Task to carry out: Please reproduce the entries exactly as they appear below, but not the pictures.

Stored records:
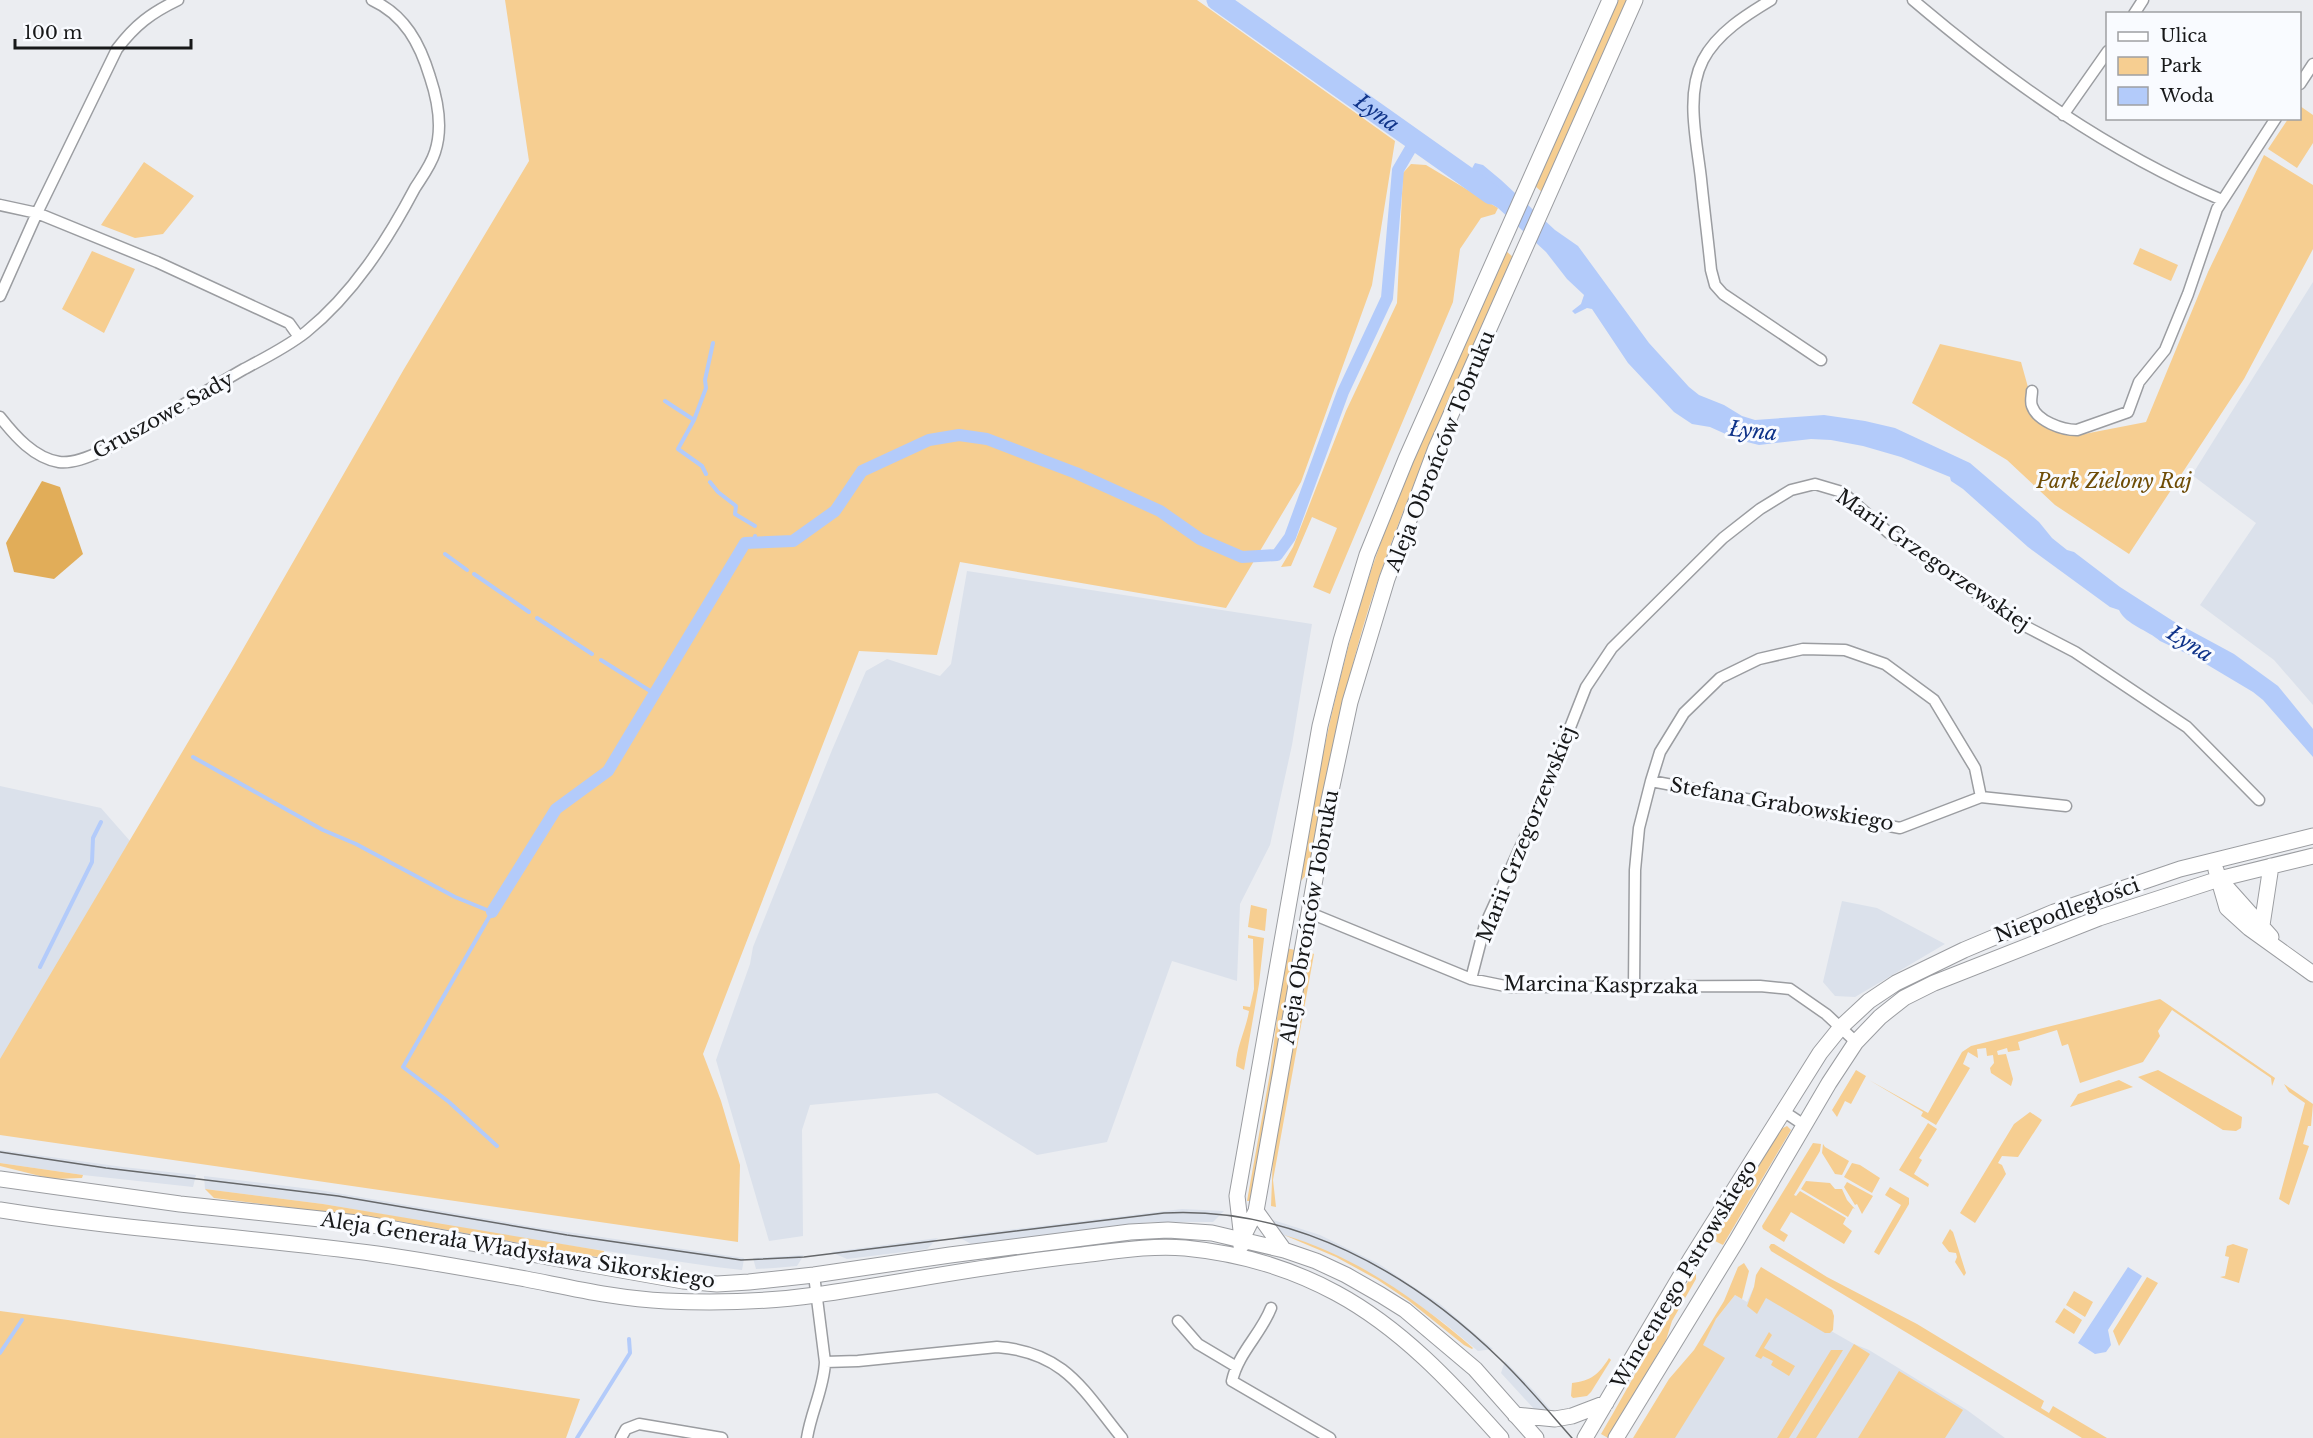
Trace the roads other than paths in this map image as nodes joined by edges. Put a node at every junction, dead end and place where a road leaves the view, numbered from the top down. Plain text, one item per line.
1 (178, 0) edge
2 (372, 0) edge
3 (1610, 0) edge
4 (1635, 0) edge
5 (1772, 0) edge
6 (1913, 0) edge
7 (2106, 54) edge
8 (2313, 64) edge
9 (2301, 82) edge
10 (2063, 115) junction
11 (2275, 120) edge
12 (2222, 200) junction
13 (0, 205) edge
14 (37, 213) junction
15 (0, 296) edge
16 (299, 337) junction
17 (1821, 360) dead end
18 (2032, 391) dead end
19 (0, 417) edge
20 (1651, 781) junction
21 (1980, 797) junction
22 (2259, 800) dead end
23 (2066, 806) dead end
24 (2313, 836) edge
25 (2313, 856) edge
26 (2213, 862) junction
27 (2271, 866) junction
28 (2218, 879) junction
29 (1310, 914) junction
30 (2262, 925) junction
31 (2281, 950) junction
32 (2313, 974) edge
33 (1471, 979) junction
34 (1634, 988) junction
35 (1840, 1027) junction
36 (1856, 1042) junction
37 (1783, 1111) junction
38 (1804, 1125) junction
39 (0, 1179) edge
40 (0, 1210) edge
41 (1256, 1211) junction
42 (1242, 1239) junction
43 (1284, 1250) junction
44 (1239, 1257) junction
45 (814, 1275) junction
46 (816, 1295) junction
47 (1271, 1308) dead end
48 (1178, 1321) dead end
49 (825, 1362) junction
50 (1235, 1366) junction
51 (1606, 1403) junction
52 (1515, 1415) junction
53 (1323, 1436) edge
54 (621, 1438) edge
55 (722, 1438) edge
56 (807, 1438) edge
57 (1122, 1438) edge
58 (1502, 1438) edge
59 (1536, 1438) edge
60 (1585, 1438) edge
61 (1616, 1438) edge

1 - 14 street
2 - 16 street, Gruszowe Sady
3 - 42 main road, Aleja Obrońców Tobruku
4 - 29 main road, Aleja Obrońców Tobruku
5 - 17 street
6 - 10 street
7 - 10 street
8 - 9 street
10 - 12 street
11 - 12 street
12 - 18 street
13 - 14 street
14 - 15 street
14 - 16 street
16 - 19 street, Gruszowe Sady
20 - 21 street, Stefana Grabowskiego
20 - 21 street, Stefana Grabowskiego
20 - 34 street, Stefana Grabowskiego
21 - 23 street, Stefana Grabowskiego
22 - 33 street, Marii Grzegorzewskiej
24 - 26 main road, Niepodległości
25 - 27 main road, Niepodległości
26 - 28 main road
26 - 35 main road, Niepodległości
27 - 28 main road, Niepodległości
27 - 30 main road
28 - 30 main road
28 - 31 main road
28 - 36 main road, Niepodległości
29 - 33 street, Marcina Kasprzaka
29 - 41 main road, Aleja Obrońców Tobruku
30 - 31 main road
31 - 32 main road
33 - 34 street, Marcina Kasprzaka
34 - 35 street, Marcina Kasprzaka
35 - 36 street, Marcina Kasprzaka
35 - 37 main road, Wincentego Pstrowskiego
36 - 38 main road, Wincentego Pstrowskiego
37 - 38 street
37 - 51 main road, Wincentego Pstrowskiego
38 - 61 main road, Wincentego Pstrowskiego
39 - 45 main road, Aleja Generała Władysława Sikorskiego
40 - 46 main road, Aleja Generała Władysława Sikorskiego
41 - 42 main road, Aleja Obrońców Tobruku
41 - 43 main road
42 - 43 main road, Aleja Generała Władysława Sikorskiego
42 - 44 main road, Aleja Obrońców Tobruku
42 - 45 main road, Aleja Generała Władysława Sikorskiego
43 - 52 main road, Aleja Generała Władysława Sikorskiego
44 - 46 main road, Aleja Generała Władysława Sikorskiego
44 - 58 main road, Aleja Generała Władysława Sikorskiego
45 - 46 street
46 - 49 street
47 - 50 street
48 - 50 street
49 - 56 street
49 - 57 street
50 - 53 street
51 - 52 main road
51 - 60 main road, Wincentego Pstrowskiego
52 - 59 main road, Aleja Generała Władysława Sikorskiego
54 - 55 street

Solution to the problem:
Trace the roads other than paths in this map image as nodes joined by edges. Put a node at every junction, dead end and place where a road leaves the view, numbered from the top down. Plain text, one item per line.
1 (178, 0) edge
2 (372, 0) edge
3 (1610, 0) edge
4 (1635, 0) edge
5 (1772, 0) edge
6 (1913, 0) edge
7 (2106, 54) edge
8 (2313, 64) edge
9 (2301, 82) edge
10 (2063, 115) junction
11 (2275, 120) edge
12 (2222, 200) junction
13 (0, 205) edge
14 (37, 213) junction
15 (0, 296) edge
16 (299, 337) junction
17 (1821, 360) dead end
18 (2032, 391) dead end
19 (0, 417) edge
20 (1651, 781) junction
21 (1980, 797) junction
22 (2259, 800) dead end
23 (2066, 806) dead end
24 (2313, 836) edge
25 (2313, 856) edge
26 (2213, 862) junction
27 (2271, 866) junction
28 (2218, 879) junction
29 (1310, 914) junction
30 (2262, 925) junction
31 (2281, 950) junction
32 (2313, 974) edge
33 (1471, 979) junction
34 (1634, 988) junction
35 (1840, 1027) junction
36 (1856, 1042) junction
37 (1783, 1111) junction
38 (1804, 1125) junction
39 (0, 1179) edge
40 (0, 1210) edge
41 (1256, 1211) junction
42 (1242, 1239) junction
43 (1284, 1250) junction
44 (1239, 1257) junction
45 (814, 1275) junction
46 (816, 1295) junction
47 (1271, 1308) dead end
48 (1178, 1321) dead end
49 (825, 1362) junction
50 (1235, 1366) junction
51 (1606, 1403) junction
52 (1515, 1415) junction
53 (1323, 1436) edge
54 (621, 1438) edge
55 (722, 1438) edge
56 (807, 1438) edge
57 (1122, 1438) edge
58 (1502, 1438) edge
59 (1536, 1438) edge
60 (1585, 1438) edge
61 (1616, 1438) edge

1 - 14 street
2 - 16 street, Gruszowe Sady
3 - 42 main road, Aleja Obrońców Tobruku
4 - 29 main road, Aleja Obrońców Tobruku
5 - 17 street
6 - 10 street
7 - 10 street
8 - 9 street
10 - 12 street
11 - 12 street
12 - 18 street
13 - 14 street
14 - 15 street
14 - 16 street
16 - 19 street, Gruszowe Sady
20 - 21 street, Stefana Grabowskiego
20 - 21 street, Stefana Grabowskiego
20 - 34 street, Stefana Grabowskiego
21 - 23 street, Stefana Grabowskiego
22 - 33 street, Marii Grzegorzewskiej
24 - 26 main road, Niepodległości
25 - 27 main road, Niepodległości
26 - 28 main road
26 - 35 main road, Niepodległości
27 - 28 main road, Niepodległości
27 - 30 main road
28 - 30 main road
28 - 31 main road
28 - 36 main road, Niepodległości
29 - 33 street, Marcina Kasprzaka
29 - 41 main road, Aleja Obrońców Tobruku
30 - 31 main road
31 - 32 main road
33 - 34 street, Marcina Kasprzaka
34 - 35 street, Marcina Kasprzaka
35 - 36 street, Marcina Kasprzaka
35 - 37 main road, Wincentego Pstrowskiego
36 - 38 main road, Wincentego Pstrowskiego
37 - 38 street
37 - 51 main road, Wincentego Pstrowskiego
38 - 61 main road, Wincentego Pstrowskiego
39 - 45 main road, Aleja Generała Władysława Sikorskiego
40 - 46 main road, Aleja Generała Władysława Sikorskiego
41 - 42 main road, Aleja Obrońców Tobruku
41 - 43 main road
42 - 43 main road, Aleja Generała Władysława Sikorskiego
42 - 44 main road, Aleja Obrońców Tobruku
42 - 45 main road, Aleja Generała Władysława Sikorskiego
43 - 52 main road, Aleja Generała Władysława Sikorskiego
44 - 46 main road, Aleja Generała Władysława Sikorskiego
44 - 58 main road, Aleja Generała Władysława Sikorskiego
45 - 46 street
46 - 49 street
47 - 50 street
48 - 50 street
49 - 56 street
49 - 57 street
50 - 53 street
51 - 52 main road
51 - 60 main road, Wincentego Pstrowskiego
52 - 59 main road, Aleja Generała Władysława Sikorskiego
54 - 55 street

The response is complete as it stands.